ジャイロキャノピーその2

05252008 ジャイロキャノピーその2
 さて、家内専用のジャイロキャノピーであるが、実は納車の一日後に街中で停止した。原因は燃料噴射装置近くのコネクタ外れ…と聞いている。このバイクには私もまだ乗ったことはないけれど、まあ、新規の部分であるからそんなこともあるだろう。はなから人柱であるのは了解している。それ以降、バイク屋の腰が一層低くなったようである。
 今日頼んでいたジャイロキャノピーの整備マニュアルを取りに行き、一通り読み終えた。
 すごい。
 これは半端なバイクではない。これまで整備マニュアルを読んで、自分の手で修理したくないと思ったことは無かった。でもこのバイクだけは勘弁してくれ、と思った。
 この整備書を見て、何かしら分解しようなどと思ったら自動車を相手にする気でとりかかることだ。ミッションオイルの交換すら面倒くさい。
 燃料タンクとバッテリ以外のほぼ全てが収まった後輪ユニットだが、ここまでユニークで、造りこみがしっかりしているとは想像できなかった。新設された燃料噴射装置の絡みでECU系の専用ツールを使ったエレキ部分の開設がマニュアルの約1/4を占める。もうここは素人には手を出す必要の無い部分である。多分、バイク屋でもいじりたくないだろう。
 ファイナルギアにはちゃんとデフが装備され、あ、こうすればコンパクトになるのか、と言うアイデアに満ちている。ブレーキはホィールの内側をドラムとする構造だし、パーキングブレーキ自体もかなりユニークだ(ここはモーメントがかかる場所だから体重をかけた状態で操作しない方が望ましい)。
 私はこれまで、エンジンはクランクシャフトがあって、ピストンがあって、シリンダーがあって、伝達機構があって…と考えていくものと思っていたが、このエンジンは、他の機器の隙間を縫うようにピストンが水平に動作する。
 要所要所には手抜き無く構成物が入っている。私が持っている中華バギーなんざ足元にも及ばない。もしジャイロキャノピーの500cc版、と言うのが出たとしても、その価格は殆ど変わらないだろう。
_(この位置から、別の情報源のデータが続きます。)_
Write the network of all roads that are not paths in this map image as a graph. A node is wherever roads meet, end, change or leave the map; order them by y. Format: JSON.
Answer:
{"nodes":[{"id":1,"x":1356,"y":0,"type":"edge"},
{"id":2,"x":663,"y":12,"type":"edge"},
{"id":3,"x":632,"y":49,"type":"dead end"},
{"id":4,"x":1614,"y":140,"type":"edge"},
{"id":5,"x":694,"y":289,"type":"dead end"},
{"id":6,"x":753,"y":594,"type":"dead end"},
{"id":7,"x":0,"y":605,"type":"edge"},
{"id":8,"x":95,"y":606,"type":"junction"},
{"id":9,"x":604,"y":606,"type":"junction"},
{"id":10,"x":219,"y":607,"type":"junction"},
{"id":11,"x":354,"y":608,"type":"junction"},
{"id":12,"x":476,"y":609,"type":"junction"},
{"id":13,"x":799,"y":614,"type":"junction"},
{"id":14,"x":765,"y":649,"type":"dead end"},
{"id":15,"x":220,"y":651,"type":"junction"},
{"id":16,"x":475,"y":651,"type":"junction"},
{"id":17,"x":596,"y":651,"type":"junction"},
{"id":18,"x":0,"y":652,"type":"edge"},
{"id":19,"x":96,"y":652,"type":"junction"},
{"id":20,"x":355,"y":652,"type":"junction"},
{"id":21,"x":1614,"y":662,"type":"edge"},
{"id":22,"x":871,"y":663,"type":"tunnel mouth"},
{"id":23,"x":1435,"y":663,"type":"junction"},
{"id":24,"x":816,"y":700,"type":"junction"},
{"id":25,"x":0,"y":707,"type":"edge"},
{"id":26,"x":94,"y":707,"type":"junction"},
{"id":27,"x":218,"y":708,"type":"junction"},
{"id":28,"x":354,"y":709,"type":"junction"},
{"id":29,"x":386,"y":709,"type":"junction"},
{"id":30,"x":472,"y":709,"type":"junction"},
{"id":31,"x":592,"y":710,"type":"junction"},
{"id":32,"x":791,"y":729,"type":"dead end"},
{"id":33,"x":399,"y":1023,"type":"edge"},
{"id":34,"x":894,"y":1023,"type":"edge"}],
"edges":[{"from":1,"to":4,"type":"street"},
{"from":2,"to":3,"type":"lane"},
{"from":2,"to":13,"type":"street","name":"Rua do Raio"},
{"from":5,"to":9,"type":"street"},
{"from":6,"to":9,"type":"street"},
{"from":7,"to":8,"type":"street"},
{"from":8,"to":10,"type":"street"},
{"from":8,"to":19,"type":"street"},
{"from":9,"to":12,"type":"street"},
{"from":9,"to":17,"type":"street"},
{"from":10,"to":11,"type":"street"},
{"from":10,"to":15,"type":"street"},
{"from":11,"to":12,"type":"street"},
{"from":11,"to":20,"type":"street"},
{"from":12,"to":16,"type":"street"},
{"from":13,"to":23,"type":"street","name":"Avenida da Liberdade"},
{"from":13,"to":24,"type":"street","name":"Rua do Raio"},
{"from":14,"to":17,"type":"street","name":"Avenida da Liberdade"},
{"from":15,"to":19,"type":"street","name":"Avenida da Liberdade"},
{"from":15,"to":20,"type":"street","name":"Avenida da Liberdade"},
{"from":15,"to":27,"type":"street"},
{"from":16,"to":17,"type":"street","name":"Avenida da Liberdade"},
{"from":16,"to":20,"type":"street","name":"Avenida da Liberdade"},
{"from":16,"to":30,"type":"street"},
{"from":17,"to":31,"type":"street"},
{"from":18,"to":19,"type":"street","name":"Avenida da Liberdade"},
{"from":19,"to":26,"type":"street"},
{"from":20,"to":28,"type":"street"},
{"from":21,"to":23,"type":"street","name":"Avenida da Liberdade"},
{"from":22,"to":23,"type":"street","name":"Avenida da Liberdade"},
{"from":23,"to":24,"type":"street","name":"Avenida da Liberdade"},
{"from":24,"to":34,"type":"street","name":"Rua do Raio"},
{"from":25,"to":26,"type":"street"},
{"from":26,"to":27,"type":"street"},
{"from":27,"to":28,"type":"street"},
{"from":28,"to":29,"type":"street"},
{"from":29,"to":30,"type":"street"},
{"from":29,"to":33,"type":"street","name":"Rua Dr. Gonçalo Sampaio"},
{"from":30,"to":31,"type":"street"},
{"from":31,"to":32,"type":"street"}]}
シリンダサイズなんて知れたもの、それ以外の構造物が殆どのコストを吸い尽くしている。
 金額に見合った、と言うか改めて大量生産の恩恵を感じずには居られなかった。と言っても年間5000台だそうである。
 この2008年式ジャイロキャノピーの設計部には心から賛辞を述べさせて頂きたい。こうあるべき、と言う執念を感じる一台である。
 思うに、今後の日本を支える一つはこの執念の設計だと思うのだ。これが無くなれば我々が世界経済から金を受け取る手段が減ってしまうだろう。物の作り方を教えるのはしょうがない。でも適当なブラックボックスと、計算書だけは渡すべきではない。

 ちなみに、整備マニュアルの注文と同時に、イモビアラームも頼んでいた。こちらは先に届いて装着済みであるが、まあ、構造を知れば四輪のイモビほどの効果は期待できない。しかし、このバイクの値段を考えればイモビなんて安いものだ。標準装備でも買う。もう、盗られないかとっても心配になってしまった。カブの次くらいに盗難のターゲットになるんじゃないかなぁ。

 ついでに、中華バギーであるが、結局金一万円也を支払ってGSユアサのバイク用バッテリを購入した。それまでのバッテリが傾けると硫酸の液が流れ出す構造だったので、どうしても不安を拭い去ることができなかった。現に、充電したらガス抜きのパイプから液体(これは水蒸気が冷えたもの、と信じたい)が出ていて慌ててしまった。一応バッテリの脇からビニールパイプで液なり蒸気なりを逃がすようになっていたのだが、パイプはすぐに外れるし、たとえ抜けなくてもパイプ出口の下はフレームである。なんともお粗末な設計である。